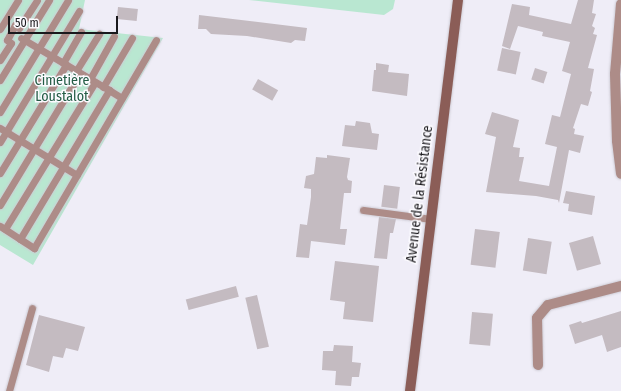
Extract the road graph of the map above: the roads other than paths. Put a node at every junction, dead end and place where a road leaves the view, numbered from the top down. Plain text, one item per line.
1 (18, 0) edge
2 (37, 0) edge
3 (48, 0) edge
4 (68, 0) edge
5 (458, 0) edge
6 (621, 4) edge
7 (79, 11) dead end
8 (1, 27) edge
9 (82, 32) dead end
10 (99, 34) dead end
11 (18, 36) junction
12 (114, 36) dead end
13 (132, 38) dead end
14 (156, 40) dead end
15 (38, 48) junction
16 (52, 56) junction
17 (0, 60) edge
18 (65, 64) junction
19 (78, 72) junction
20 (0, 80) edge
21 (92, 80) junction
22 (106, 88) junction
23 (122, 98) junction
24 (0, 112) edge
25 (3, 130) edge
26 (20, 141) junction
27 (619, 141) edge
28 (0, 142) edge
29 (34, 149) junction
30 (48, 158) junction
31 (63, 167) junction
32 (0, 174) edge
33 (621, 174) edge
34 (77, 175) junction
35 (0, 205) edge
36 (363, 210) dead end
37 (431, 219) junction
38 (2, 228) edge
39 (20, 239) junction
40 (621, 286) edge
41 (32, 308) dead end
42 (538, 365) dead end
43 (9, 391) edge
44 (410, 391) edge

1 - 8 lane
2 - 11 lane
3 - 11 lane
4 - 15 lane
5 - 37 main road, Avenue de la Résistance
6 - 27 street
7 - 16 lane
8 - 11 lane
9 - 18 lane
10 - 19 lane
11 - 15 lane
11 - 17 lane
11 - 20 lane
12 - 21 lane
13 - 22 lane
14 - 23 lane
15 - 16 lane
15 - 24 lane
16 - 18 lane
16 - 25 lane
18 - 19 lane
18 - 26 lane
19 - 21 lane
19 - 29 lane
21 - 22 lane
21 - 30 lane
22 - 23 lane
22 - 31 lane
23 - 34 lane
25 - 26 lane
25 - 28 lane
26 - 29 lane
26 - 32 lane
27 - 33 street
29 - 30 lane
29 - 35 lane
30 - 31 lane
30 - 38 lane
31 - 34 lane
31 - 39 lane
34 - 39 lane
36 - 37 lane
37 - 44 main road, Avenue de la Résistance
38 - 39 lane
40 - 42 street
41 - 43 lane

◆ Exercise goal:
With the images omitted, repeat all the data word for word.

◆ Output below:
Extract the road graph of the map above: the roads other than paths. Put a node at every junction, dead end and place where a road leaves the view, numbered from the top down. Plain text, one item per line.
1 (18, 0) edge
2 (37, 0) edge
3 (48, 0) edge
4 (68, 0) edge
5 (458, 0) edge
6 (621, 4) edge
7 (79, 11) dead end
8 (1, 27) edge
9 (82, 32) dead end
10 (99, 34) dead end
11 (18, 36) junction
12 (114, 36) dead end
13 (132, 38) dead end
14 (156, 40) dead end
15 (38, 48) junction
16 (52, 56) junction
17 (0, 60) edge
18 (65, 64) junction
19 (78, 72) junction
20 (0, 80) edge
21 (92, 80) junction
22 (106, 88) junction
23 (122, 98) junction
24 (0, 112) edge
25 (3, 130) edge
26 (20, 141) junction
27 (619, 141) edge
28 (0, 142) edge
29 (34, 149) junction
30 (48, 158) junction
31 (63, 167) junction
32 (0, 174) edge
33 (621, 174) edge
34 (77, 175) junction
35 (0, 205) edge
36 (363, 210) dead end
37 (431, 219) junction
38 (2, 228) edge
39 (20, 239) junction
40 (621, 286) edge
41 (32, 308) dead end
42 (538, 365) dead end
43 (9, 391) edge
44 (410, 391) edge

1 - 8 lane
2 - 11 lane
3 - 11 lane
4 - 15 lane
5 - 37 main road, Avenue de la Résistance
6 - 27 street
7 - 16 lane
8 - 11 lane
9 - 18 lane
10 - 19 lane
11 - 15 lane
11 - 17 lane
11 - 20 lane
12 - 21 lane
13 - 22 lane
14 - 23 lane
15 - 16 lane
15 - 24 lane
16 - 18 lane
16 - 25 lane
18 - 19 lane
18 - 26 lane
19 - 21 lane
19 - 29 lane
21 - 22 lane
21 - 30 lane
22 - 23 lane
22 - 31 lane
23 - 34 lane
25 - 26 lane
25 - 28 lane
26 - 29 lane
26 - 32 lane
27 - 33 street
29 - 30 lane
29 - 35 lane
30 - 31 lane
30 - 38 lane
31 - 34 lane
31 - 39 lane
34 - 39 lane
36 - 37 lane
37 - 44 main road, Avenue de la Résistance
38 - 39 lane
40 - 42 street
41 - 43 lane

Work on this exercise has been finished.